The Gypsy (previously known as the Witch and the Wren) is a historic catboat. She was designed and built in 1900 by Bowdoin B. Crowninshield, as one of four identical sailing vessels, and was designated Crowninshield #149. Her design was influenced by the "Seawanhaka Rule", instituted at the Seawanhaka Corinthian Yacht Club to govern important characteristics of racing boats. She has a spoon bow, low freeboard, and long overhangs rising out of the water fore and aft. Her hull is made of white cedar on an oaken frame, although the top levels have been replaced with cypress.

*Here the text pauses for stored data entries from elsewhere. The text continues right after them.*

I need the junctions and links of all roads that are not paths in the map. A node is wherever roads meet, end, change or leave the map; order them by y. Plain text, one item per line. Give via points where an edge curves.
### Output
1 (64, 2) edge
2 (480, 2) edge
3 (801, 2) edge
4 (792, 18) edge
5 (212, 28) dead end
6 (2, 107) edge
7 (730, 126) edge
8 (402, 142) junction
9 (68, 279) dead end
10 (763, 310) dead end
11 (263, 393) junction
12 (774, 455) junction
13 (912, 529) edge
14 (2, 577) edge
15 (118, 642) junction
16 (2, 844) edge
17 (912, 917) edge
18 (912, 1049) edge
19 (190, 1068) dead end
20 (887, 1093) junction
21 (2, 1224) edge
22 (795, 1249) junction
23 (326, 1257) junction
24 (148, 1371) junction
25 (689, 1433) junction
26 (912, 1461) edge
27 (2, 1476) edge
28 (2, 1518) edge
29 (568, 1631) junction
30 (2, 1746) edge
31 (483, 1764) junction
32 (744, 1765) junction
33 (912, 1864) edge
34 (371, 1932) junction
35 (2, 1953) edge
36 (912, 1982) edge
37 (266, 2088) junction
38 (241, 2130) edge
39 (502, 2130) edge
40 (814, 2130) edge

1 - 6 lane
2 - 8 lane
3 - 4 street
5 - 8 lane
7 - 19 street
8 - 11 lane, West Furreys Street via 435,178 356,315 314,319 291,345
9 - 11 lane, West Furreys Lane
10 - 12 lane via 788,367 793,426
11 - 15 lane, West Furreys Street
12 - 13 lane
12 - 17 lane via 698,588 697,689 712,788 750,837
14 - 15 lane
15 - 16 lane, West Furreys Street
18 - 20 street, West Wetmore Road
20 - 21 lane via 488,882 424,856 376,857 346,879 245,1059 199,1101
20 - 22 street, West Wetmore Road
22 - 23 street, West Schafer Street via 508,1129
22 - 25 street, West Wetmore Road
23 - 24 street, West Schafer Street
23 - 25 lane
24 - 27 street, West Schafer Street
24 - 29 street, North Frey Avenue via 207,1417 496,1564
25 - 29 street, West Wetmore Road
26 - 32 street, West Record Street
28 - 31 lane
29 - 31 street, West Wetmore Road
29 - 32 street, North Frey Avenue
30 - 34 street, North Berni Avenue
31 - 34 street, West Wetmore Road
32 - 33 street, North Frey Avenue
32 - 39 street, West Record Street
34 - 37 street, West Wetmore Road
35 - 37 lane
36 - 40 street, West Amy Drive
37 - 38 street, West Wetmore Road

The boat design was commissioned by Charles Henry Davis, who received the Hun, the first of the four boats built. The Witch was the second in the series, and was delivered to Osborne Howes II. (In-laws of Howes purchased the other two.) The Witch was first berthed at the summer house of the Howeses in Yarmouth, Massachusetts, which was called "The Witch House", and used by the family in informal races. She was sold by Howes in 1926, and came into the hands of Edward Barus, who sailed her in the Osterville area. After she was damaged in the New England Hurricane of 1938, she was rerigged from a gaff rig to a Marconi rig. In 1949, the boat, now named Wren, was purchased by Marjorie O'Brien, its last private owner, who gave the boat its present name. The boat was donated to the Osterville Historical Museum in 2008, and is on display during the summer months.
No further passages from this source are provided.